Ottenuta l'autorizzazione, al culmine della festa di quell'anno, Guido minaccia
pubblicamente alla Califfa la relazione con Vito. La vita familiare, o almeno
quello che ne restava, finisce. La Califfa si trasferisce in casa della Viola,
un'amica che tira avanti i numerosi figli prostituendosi nelle osterie dei
sobborghi. Quando la Califfa decide di tornare dal marito, lo trova in prima
fila nella protesta contro i licenziamenti disposti dal Mastrangelo come
ritorsione per un mancato credito. Riscattatosi dalla sua abiezione, Guido muore
mitragliato dalla polizia. L'ultimo capitolo della prima parte si apre con nuovi
scorci di vita cittadina, ma questa volta dall'altra parte del torrente.
Dapprima è il Circolo dei notabili, dominato dalla figura di Annibale Doberdò,
l'industriale sessantenne nelle cui mani sono effettivamente i «destini della
città»; poi il teatro, i cui riti sono sconvolti dalla comparsa della Califfa
tra i signori, nell'abito di seta affittato per lei dalla Viola, che nell'amica
vive la sua rivalsa sociale. La notano tutti, e più d'ogni altro la nota il
Doberdò, che il giorno dopo le manda un gran mazzo di rose.
Nella seconda parte, alla Califfa si apre la prospettiva di attraversare il
ponte e trasferirsi nella città nuova dei ricchi. Lo attraversa, guidata da
Viola, sempre prodiga di affetto e di consigli, e intraprende consapevolmente la
carriera della «slandra». Mantenuta sì, ma senza rinunciare alla propria
personalità: dapprima con imbarazzo, poi con sicurezza e disinvoltura,
soprattutto perché a mantenerla è un uomo diverso da quello che credeva.

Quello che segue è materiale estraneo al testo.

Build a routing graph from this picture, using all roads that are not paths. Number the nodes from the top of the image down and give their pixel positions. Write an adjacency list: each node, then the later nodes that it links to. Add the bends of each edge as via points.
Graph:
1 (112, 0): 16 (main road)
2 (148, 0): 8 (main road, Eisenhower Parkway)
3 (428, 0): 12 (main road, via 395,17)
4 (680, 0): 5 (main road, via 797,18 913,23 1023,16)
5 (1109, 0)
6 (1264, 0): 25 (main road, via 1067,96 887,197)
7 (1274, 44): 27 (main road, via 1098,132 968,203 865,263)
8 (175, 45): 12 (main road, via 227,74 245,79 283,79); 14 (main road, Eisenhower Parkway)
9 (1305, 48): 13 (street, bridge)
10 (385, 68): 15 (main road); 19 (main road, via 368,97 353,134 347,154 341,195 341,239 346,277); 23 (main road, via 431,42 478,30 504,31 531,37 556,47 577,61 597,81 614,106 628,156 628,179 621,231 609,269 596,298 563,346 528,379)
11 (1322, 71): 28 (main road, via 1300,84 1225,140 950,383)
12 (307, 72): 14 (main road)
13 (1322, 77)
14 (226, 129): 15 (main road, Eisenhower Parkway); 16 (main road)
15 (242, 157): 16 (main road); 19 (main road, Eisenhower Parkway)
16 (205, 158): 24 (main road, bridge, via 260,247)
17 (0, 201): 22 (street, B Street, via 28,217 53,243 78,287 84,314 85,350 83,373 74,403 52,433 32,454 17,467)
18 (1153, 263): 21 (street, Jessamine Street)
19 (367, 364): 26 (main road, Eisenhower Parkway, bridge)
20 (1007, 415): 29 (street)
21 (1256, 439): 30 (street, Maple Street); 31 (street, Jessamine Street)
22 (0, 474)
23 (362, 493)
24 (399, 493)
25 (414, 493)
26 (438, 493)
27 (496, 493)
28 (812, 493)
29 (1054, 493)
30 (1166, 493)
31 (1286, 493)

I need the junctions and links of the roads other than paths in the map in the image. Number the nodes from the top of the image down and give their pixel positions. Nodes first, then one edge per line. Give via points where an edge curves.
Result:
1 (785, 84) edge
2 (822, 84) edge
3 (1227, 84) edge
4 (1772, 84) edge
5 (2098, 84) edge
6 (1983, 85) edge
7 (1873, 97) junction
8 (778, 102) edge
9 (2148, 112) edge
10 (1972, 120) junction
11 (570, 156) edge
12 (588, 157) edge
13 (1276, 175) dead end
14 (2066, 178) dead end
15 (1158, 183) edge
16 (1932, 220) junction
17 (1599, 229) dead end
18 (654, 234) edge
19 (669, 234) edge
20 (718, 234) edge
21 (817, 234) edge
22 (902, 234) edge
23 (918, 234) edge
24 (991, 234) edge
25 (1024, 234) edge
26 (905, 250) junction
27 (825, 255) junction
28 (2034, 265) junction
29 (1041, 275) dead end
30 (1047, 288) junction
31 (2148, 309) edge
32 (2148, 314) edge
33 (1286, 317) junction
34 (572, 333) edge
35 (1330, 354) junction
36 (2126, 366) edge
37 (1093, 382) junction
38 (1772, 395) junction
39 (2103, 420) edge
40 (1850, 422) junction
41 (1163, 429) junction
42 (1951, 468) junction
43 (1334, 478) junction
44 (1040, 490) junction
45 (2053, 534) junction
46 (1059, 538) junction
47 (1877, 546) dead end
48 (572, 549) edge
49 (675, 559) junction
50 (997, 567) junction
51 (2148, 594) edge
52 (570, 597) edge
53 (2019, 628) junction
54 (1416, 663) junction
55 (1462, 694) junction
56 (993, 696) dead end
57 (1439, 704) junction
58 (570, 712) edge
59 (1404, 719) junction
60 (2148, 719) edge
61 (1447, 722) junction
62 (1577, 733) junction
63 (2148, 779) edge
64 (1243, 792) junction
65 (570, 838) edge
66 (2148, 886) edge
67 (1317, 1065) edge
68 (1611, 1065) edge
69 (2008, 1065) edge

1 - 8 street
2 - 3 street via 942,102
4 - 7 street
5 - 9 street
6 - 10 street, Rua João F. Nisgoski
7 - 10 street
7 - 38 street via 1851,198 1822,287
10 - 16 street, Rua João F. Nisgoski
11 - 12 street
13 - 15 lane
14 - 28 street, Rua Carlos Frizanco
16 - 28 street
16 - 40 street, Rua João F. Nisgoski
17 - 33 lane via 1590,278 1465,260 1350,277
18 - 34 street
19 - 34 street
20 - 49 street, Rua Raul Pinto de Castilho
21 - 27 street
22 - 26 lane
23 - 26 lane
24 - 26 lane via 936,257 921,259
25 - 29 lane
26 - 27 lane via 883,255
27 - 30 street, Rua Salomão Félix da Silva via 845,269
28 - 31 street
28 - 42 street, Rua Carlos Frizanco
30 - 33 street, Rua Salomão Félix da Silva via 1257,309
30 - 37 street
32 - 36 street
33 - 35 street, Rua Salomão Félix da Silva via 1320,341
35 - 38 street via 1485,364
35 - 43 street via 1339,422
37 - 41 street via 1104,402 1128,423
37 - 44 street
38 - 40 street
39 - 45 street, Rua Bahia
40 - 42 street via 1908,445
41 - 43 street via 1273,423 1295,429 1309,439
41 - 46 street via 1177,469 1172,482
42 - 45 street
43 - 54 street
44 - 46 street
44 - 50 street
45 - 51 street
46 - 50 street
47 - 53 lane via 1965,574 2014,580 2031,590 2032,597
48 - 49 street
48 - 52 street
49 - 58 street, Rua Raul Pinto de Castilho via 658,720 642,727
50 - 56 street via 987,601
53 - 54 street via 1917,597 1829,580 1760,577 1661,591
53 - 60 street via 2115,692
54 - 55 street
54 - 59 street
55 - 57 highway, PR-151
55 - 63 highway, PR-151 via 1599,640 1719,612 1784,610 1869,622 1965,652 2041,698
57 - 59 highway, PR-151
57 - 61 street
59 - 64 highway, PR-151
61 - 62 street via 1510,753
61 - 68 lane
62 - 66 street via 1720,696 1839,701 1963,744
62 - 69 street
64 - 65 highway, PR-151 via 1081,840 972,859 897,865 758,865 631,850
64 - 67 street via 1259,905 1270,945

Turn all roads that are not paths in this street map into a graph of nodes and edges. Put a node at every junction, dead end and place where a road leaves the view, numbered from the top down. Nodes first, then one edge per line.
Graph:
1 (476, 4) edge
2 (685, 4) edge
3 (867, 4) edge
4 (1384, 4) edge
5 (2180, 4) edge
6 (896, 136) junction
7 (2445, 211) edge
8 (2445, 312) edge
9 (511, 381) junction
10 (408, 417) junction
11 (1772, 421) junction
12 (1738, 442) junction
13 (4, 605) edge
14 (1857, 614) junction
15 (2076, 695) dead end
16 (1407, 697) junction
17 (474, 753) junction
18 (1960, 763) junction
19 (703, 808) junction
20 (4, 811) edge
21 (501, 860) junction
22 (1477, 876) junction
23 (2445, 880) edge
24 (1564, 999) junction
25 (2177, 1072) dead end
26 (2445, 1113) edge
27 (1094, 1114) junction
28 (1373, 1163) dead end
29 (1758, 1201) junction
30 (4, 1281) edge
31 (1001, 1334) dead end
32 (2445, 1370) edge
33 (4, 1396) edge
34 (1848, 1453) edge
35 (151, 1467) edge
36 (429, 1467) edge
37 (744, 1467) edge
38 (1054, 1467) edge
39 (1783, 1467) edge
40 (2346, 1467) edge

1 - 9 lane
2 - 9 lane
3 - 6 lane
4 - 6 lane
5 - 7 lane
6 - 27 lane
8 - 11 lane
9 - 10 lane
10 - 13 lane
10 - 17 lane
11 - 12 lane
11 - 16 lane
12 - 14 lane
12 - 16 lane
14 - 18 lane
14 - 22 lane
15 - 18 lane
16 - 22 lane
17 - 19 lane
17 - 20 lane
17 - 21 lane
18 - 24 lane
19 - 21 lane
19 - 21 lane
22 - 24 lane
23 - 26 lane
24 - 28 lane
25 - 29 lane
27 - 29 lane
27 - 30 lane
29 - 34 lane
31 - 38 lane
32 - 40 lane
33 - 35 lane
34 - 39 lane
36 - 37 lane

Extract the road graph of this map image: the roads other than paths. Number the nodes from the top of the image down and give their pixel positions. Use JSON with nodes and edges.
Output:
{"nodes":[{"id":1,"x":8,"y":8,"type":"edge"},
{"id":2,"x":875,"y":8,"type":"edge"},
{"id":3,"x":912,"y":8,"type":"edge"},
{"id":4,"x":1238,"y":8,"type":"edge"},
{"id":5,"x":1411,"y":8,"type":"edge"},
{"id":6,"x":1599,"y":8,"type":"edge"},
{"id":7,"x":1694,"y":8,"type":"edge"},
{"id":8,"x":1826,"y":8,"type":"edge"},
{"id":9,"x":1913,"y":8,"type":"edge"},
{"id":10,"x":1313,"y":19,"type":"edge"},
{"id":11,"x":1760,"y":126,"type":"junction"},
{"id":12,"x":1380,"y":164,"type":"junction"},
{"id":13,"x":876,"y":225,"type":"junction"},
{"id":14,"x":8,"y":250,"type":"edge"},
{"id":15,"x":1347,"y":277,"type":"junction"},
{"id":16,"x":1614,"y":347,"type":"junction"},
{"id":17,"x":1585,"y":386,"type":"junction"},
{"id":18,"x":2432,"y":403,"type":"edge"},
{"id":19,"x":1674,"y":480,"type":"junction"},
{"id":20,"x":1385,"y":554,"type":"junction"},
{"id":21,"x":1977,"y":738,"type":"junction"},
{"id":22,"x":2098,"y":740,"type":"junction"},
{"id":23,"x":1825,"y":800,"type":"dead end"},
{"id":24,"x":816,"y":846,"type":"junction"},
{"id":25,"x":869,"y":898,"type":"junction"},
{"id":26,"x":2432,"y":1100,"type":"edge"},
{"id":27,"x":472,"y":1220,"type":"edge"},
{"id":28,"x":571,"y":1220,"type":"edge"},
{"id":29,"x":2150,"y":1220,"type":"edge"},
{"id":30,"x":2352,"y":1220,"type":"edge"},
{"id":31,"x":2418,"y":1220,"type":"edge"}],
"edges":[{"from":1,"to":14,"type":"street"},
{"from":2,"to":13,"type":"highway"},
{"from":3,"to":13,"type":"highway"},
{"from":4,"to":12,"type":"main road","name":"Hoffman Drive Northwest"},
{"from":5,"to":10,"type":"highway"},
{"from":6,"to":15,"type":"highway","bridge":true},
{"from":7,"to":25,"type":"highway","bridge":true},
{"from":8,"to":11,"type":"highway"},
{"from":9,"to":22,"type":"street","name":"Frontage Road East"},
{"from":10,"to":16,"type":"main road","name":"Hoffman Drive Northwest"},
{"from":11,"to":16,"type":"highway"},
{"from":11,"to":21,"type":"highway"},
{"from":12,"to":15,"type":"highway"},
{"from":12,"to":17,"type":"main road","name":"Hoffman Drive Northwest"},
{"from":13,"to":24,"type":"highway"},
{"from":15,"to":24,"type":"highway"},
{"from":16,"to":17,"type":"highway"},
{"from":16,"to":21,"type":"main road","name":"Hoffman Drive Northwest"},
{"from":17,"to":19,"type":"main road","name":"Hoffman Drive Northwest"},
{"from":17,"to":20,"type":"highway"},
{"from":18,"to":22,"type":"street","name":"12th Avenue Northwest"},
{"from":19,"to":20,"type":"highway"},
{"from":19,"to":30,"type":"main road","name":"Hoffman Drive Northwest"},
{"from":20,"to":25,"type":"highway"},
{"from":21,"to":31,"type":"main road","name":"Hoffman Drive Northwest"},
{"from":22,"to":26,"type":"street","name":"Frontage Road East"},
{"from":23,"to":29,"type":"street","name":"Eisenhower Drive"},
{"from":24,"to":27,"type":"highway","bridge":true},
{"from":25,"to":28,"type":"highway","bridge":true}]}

Annibale Doberdò era stato educato dal padre contadino con principi sani,
ispirati a idee umanitarie che egli ha tradito a poco a poco, assalito dal
demone del denaro e del successo; per opportunismo ha sposato la contessa
Clementina Marchi, una donna avida, sprezzante, infedele, da cui ha avuto un
figlio, Giampiero, presuntuoso quanto inetto.
Con la Califfa, grazie alla sua spontaneità e vitalità, riscopre i valori che
contano e l'orgoglio delle proprie origini. Trova così il coraggio di rendere
pubblica, con scandalo, la sua relazione e di prendere una decisione radicale:
andare a vivere con la donna che ama e dalla quale vuole un figlio. Una sera le
rivela i suoi progetti; poi, prima di rincasare, si concede un giro in macchina;
conversa con l'autista, interessandosi alla sua persona e alla sua famiglia,
come non aveva mai fatto. Si addormenta e, quando la macchina si ferma davanti
al cancello della villa, Doberdò è morto.
L'«Epilogo» narra il funerale pubblico, con i familiari e le autorità, poi
quello privatissimo della Califfa, che lascia l'appartamento affittatole dal
Doberdò, raccatta i pochi stracci che aveva quando vi era entrata, e torna nella
casa di Viola, dove tutto è rimasto come se fosse andata via il giorno prima. Di
diverso in lei c'è solo un'«involontaria eleganza» in più.
Dal romanzo, nel 1970, fu tratto il film omonimo diretto dallo stesso
Bevilacqua, con Romy Schneider, Ugo Tognazzi, Marina Berti e Gigi Ballista.